**GIVEN RECORDS:**
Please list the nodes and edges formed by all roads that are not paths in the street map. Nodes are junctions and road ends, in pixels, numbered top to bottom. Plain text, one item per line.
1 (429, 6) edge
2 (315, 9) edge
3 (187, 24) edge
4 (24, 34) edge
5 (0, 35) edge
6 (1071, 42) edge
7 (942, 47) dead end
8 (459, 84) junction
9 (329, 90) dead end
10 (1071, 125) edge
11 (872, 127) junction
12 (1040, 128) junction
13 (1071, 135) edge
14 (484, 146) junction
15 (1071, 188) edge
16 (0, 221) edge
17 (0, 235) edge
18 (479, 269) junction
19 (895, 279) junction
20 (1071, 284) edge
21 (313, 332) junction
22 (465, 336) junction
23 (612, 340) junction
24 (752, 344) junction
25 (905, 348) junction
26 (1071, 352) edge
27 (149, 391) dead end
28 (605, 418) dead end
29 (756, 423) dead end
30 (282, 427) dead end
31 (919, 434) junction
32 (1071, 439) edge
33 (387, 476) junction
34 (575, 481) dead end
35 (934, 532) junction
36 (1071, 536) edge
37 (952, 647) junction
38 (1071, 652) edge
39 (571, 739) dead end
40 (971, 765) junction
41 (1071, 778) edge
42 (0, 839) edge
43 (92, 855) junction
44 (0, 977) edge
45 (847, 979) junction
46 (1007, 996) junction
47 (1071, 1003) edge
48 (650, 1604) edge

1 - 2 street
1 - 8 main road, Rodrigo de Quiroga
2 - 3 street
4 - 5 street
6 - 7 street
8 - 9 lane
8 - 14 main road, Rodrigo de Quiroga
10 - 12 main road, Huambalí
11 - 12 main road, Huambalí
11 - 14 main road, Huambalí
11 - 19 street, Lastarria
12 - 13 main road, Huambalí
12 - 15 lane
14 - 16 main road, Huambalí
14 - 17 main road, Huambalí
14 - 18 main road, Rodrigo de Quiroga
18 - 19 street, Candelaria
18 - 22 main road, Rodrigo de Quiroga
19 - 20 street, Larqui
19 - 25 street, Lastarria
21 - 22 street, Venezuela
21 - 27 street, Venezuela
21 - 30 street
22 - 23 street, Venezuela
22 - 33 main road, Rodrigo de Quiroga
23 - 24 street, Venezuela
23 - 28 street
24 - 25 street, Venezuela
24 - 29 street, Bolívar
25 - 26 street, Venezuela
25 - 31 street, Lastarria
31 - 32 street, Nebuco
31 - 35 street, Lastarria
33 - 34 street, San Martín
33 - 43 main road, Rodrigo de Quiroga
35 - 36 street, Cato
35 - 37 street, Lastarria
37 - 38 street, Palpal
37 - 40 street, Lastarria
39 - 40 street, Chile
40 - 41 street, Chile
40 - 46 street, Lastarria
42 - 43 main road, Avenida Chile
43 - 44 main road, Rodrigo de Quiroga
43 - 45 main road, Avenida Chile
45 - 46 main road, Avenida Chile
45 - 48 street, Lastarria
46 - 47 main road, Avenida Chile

**WHAT IS REQUIRED:**
Each entry must be reproduced verbatim.

**ANSWER SECTION:**
Please list the nodes and edges formed by all roads that are not paths in the street map. Nodes are junctions and road ends, in pixels, numbered top to bottom. Plain text, one item per line.
1 (429, 6) edge
2 (315, 9) edge
3 (187, 24) edge
4 (24, 34) edge
5 (0, 35) edge
6 (1071, 42) edge
7 (942, 47) dead end
8 (459, 84) junction
9 (329, 90) dead end
10 (1071, 125) edge
11 (872, 127) junction
12 (1040, 128) junction
13 (1071, 135) edge
14 (484, 146) junction
15 (1071, 188) edge
16 (0, 221) edge
17 (0, 235) edge
18 (479, 269) junction
19 (895, 279) junction
20 (1071, 284) edge
21 (313, 332) junction
22 (465, 336) junction
23 (612, 340) junction
24 (752, 344) junction
25 (905, 348) junction
26 (1071, 352) edge
27 (149, 391) dead end
28 (605, 418) dead end
29 (756, 423) dead end
30 (282, 427) dead end
31 (919, 434) junction
32 (1071, 439) edge
33 (387, 476) junction
34 (575, 481) dead end
35 (934, 532) junction
36 (1071, 536) edge
37 (952, 647) junction
38 (1071, 652) edge
39 (571, 739) dead end
40 (971, 765) junction
41 (1071, 778) edge
42 (0, 839) edge
43 (92, 855) junction
44 (0, 977) edge
45 (847, 979) junction
46 (1007, 996) junction
47 (1071, 1003) edge
48 (650, 1604) edge

1 - 2 street
1 - 8 main road, Rodrigo de Quiroga
2 - 3 street
4 - 5 street
6 - 7 street
8 - 9 lane
8 - 14 main road, Rodrigo de Quiroga
10 - 12 main road, Huambalí
11 - 12 main road, Huambalí
11 - 14 main road, Huambalí
11 - 19 street, Lastarria
12 - 13 main road, Huambalí
12 - 15 lane
14 - 16 main road, Huambalí
14 - 17 main road, Huambalí
14 - 18 main road, Rodrigo de Quiroga
18 - 19 street, Candelaria
18 - 22 main road, Rodrigo de Quiroga
19 - 20 street, Larqui
19 - 25 street, Lastarria
21 - 22 street, Venezuela
21 - 27 street, Venezuela
21 - 30 street
22 - 23 street, Venezuela
22 - 33 main road, Rodrigo de Quiroga
23 - 24 street, Venezuela
23 - 28 street
24 - 25 street, Venezuela
24 - 29 street, Bolívar
25 - 26 street, Venezuela
25 - 31 street, Lastarria
31 - 32 street, Nebuco
31 - 35 street, Lastarria
33 - 34 street, San Martín
33 - 43 main road, Rodrigo de Quiroga
35 - 36 street, Cato
35 - 37 street, Lastarria
37 - 38 street, Palpal
37 - 40 street, Lastarria
39 - 40 street, Chile
40 - 41 street, Chile
40 - 46 street, Lastarria
42 - 43 main road, Avenida Chile
43 - 44 main road, Rodrigo de Quiroga
43 - 45 main road, Avenida Chile
45 - 46 main road, Avenida Chile
45 - 48 street, Lastarria
46 - 47 main road, Avenida Chile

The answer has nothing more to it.